Data items
★ ★ ★ ★ ★

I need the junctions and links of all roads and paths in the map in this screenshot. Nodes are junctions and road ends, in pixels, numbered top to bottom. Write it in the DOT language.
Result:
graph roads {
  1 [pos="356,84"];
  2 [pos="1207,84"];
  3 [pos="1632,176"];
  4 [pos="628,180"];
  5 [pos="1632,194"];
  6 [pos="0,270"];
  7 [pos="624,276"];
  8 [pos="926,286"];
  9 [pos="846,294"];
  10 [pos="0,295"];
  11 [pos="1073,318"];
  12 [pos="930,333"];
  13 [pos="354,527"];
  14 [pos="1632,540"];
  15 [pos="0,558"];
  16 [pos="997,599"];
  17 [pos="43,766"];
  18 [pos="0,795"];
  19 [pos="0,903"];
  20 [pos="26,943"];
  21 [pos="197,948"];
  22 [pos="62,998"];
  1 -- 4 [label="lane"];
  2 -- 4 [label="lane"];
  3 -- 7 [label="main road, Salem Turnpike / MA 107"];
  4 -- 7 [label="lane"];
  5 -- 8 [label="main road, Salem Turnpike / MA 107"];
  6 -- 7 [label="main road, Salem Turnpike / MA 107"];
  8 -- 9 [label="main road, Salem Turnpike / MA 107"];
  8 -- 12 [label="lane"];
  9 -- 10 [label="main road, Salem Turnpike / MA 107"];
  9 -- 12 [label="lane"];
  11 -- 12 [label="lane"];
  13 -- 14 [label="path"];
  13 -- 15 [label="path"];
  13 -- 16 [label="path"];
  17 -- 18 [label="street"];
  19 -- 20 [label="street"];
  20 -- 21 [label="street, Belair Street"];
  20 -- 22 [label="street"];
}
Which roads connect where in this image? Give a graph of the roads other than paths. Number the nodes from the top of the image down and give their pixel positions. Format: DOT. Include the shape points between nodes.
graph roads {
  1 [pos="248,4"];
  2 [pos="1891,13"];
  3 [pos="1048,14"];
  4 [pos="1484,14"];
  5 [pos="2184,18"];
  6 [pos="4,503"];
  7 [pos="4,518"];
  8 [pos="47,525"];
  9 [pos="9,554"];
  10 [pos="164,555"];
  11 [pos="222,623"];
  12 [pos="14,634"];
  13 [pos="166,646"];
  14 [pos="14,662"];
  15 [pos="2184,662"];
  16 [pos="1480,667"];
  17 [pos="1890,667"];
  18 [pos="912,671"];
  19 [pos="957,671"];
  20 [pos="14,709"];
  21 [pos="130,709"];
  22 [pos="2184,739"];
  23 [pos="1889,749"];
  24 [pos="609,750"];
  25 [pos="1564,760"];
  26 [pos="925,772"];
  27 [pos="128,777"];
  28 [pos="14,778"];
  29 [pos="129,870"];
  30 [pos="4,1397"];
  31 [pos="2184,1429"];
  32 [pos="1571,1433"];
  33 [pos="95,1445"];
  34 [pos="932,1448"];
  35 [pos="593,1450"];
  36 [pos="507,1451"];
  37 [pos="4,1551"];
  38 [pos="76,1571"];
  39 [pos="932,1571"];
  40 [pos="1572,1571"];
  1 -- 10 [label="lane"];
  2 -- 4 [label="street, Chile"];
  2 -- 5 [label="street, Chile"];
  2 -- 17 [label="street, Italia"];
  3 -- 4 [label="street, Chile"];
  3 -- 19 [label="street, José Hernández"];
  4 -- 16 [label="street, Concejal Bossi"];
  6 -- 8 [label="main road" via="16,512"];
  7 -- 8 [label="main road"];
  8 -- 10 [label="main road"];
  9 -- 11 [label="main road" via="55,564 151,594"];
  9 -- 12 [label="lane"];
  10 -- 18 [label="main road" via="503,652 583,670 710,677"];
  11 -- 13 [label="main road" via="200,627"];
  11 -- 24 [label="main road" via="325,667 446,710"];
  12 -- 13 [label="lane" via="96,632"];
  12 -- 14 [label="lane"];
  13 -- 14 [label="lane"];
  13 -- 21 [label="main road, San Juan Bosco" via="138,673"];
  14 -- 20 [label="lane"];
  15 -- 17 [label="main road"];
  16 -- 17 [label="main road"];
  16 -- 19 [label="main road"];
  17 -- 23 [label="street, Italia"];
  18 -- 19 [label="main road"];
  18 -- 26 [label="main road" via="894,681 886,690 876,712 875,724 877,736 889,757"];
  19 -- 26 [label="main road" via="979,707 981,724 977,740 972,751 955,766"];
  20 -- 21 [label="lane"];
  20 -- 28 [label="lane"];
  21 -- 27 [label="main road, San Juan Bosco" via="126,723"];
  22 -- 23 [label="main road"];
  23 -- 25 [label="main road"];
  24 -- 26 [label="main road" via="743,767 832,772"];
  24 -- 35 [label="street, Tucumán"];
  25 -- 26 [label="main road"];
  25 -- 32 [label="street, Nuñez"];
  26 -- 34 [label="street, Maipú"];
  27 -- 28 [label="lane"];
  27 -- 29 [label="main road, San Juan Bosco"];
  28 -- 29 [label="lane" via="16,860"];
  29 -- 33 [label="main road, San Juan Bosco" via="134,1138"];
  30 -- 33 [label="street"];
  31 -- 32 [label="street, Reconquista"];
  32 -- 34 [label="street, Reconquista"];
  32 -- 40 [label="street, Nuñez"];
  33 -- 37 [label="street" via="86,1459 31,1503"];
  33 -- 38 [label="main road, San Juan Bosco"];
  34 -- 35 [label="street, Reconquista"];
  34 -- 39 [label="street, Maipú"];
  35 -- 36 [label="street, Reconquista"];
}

★ ★ ★ ★ ★

About this exercise – What is needed is an exact copy of every entry above.

Task solution –
I need the junctions and links of all roads and paths in the map in this screenshot. Nodes are junctions and road ends, in pixels, numbered top to bottom. Write it in the DOT language.
Result:
graph roads {
  1 [pos="356,84"];
  2 [pos="1207,84"];
  3 [pos="1632,176"];
  4 [pos="628,180"];
  5 [pos="1632,194"];
  6 [pos="0,270"];
  7 [pos="624,276"];
  8 [pos="926,286"];
  9 [pos="846,294"];
  10 [pos="0,295"];
  11 [pos="1073,318"];
  12 [pos="930,333"];
  13 [pos="354,527"];
  14 [pos="1632,540"];
  15 [pos="0,558"];
  16 [pos="997,599"];
  17 [pos="43,766"];
  18 [pos="0,795"];
  19 [pos="0,903"];
  20 [pos="26,943"];
  21 [pos="197,948"];
  22 [pos="62,998"];
  1 -- 4 [label="lane"];
  2 -- 4 [label="lane"];
  3 -- 7 [label="main road, Salem Turnpike / MA 107"];
  4 -- 7 [label="lane"];
  5 -- 8 [label="main road, Salem Turnpike / MA 107"];
  6 -- 7 [label="main road, Salem Turnpike / MA 107"];
  8 -- 9 [label="main road, Salem Turnpike / MA 107"];
  8 -- 12 [label="lane"];
  9 -- 10 [label="main road, Salem Turnpike / MA 107"];
  9 -- 12 [label="lane"];
  11 -- 12 [label="lane"];
  13 -- 14 [label="path"];
  13 -- 15 [label="path"];
  13 -- 16 [label="path"];
  17 -- 18 [label="street"];
  19 -- 20 [label="street"];
  20 -- 21 [label="street, Belair Street"];
  20 -- 22 [label="street"];
}
Which roads connect where in this image? Give a graph of the roads other than paths. Number the nodes from the top of the image down and give their pixel positions. Format: DOT. Include the shape points between nodes.
graph roads {
  1 [pos="248,4"];
  2 [pos="1891,13"];
  3 [pos="1048,14"];
  4 [pos="1484,14"];
  5 [pos="2184,18"];
  6 [pos="4,503"];
  7 [pos="4,518"];
  8 [pos="47,525"];
  9 [pos="9,554"];
  10 [pos="164,555"];
  11 [pos="222,623"];
  12 [pos="14,634"];
  13 [pos="166,646"];
  14 [pos="14,662"];
  15 [pos="2184,662"];
  16 [pos="1480,667"];
  17 [pos="1890,667"];
  18 [pos="912,671"];
  19 [pos="957,671"];
  20 [pos="14,709"];
  21 [pos="130,709"];
  22 [pos="2184,739"];
  23 [pos="1889,749"];
  24 [pos="609,750"];
  25 [pos="1564,760"];
  26 [pos="925,772"];
  27 [pos="128,777"];
  28 [pos="14,778"];
  29 [pos="129,870"];
  30 [pos="4,1397"];
  31 [pos="2184,1429"];
  32 [pos="1571,1433"];
  33 [pos="95,1445"];
  34 [pos="932,1448"];
  35 [pos="593,1450"];
  36 [pos="507,1451"];
  37 [pos="4,1551"];
  38 [pos="76,1571"];
  39 [pos="932,1571"];
  40 [pos="1572,1571"];
  1 -- 10 [label="lane"];
  2 -- 4 [label="street, Chile"];
  2 -- 5 [label="street, Chile"];
  2 -- 17 [label="street, Italia"];
  3 -- 4 [label="street, Chile"];
  3 -- 19 [label="street, José Hernández"];
  4 -- 16 [label="street, Concejal Bossi"];
  6 -- 8 [label="main road" via="16,512"];
  7 -- 8 [label="main road"];
  8 -- 10 [label="main road"];
  9 -- 11 [label="main road" via="55,564 151,594"];
  9 -- 12 [label="lane"];
  10 -- 18 [label="main road" via="503,652 583,670 710,677"];
  11 -- 13 [label="main road" via="200,627"];
  11 -- 24 [label="main road" via="325,667 446,710"];
  12 -- 13 [label="lane" via="96,632"];
  12 -- 14 [label="lane"];
  13 -- 14 [label="lane"];
  13 -- 21 [label="main road, San Juan Bosco" via="138,673"];
  14 -- 20 [label="lane"];
  15 -- 17 [label="main road"];
  16 -- 17 [label="main road"];
  16 -- 19 [label="main road"];
  17 -- 23 [label="street, Italia"];
  18 -- 19 [label="main road"];
  18 -- 26 [label="main road" via="894,681 886,690 876,712 875,724 877,736 889,757"];
  19 -- 26 [label="main road" via="979,707 981,724 977,740 972,751 955,766"];
  20 -- 21 [label="lane"];
  20 -- 28 [label="lane"];
  21 -- 27 [label="main road, San Juan Bosco" via="126,723"];
  22 -- 23 [label="main road"];
  23 -- 25 [label="main road"];
  24 -- 26 [label="main road" via="743,767 832,772"];
  24 -- 35 [label="street, Tucumán"];
  25 -- 26 [label="main road"];
  25 -- 32 [label="street, Nuñez"];
  26 -- 34 [label="street, Maipú"];
  27 -- 28 [label="lane"];
  27 -- 29 [label="main road, San Juan Bosco"];
  28 -- 29 [label="lane" via="16,860"];
  29 -- 33 [label="main road, San Juan Bosco" via="134,1138"];
  30 -- 33 [label="street"];
  31 -- 32 [label="street, Reconquista"];
  32 -- 34 [label="street, Reconquista"];
  32 -- 40 [label="street, Nuñez"];
  33 -- 37 [label="street" via="86,1459 31,1503"];
  33 -- 38 [label="main road, San Juan Bosco"];
  34 -- 35 [label="street, Reconquista"];
  34 -- 39 [label="street, Maipú"];
  35 -- 36 [label="street, Reconquista"];
}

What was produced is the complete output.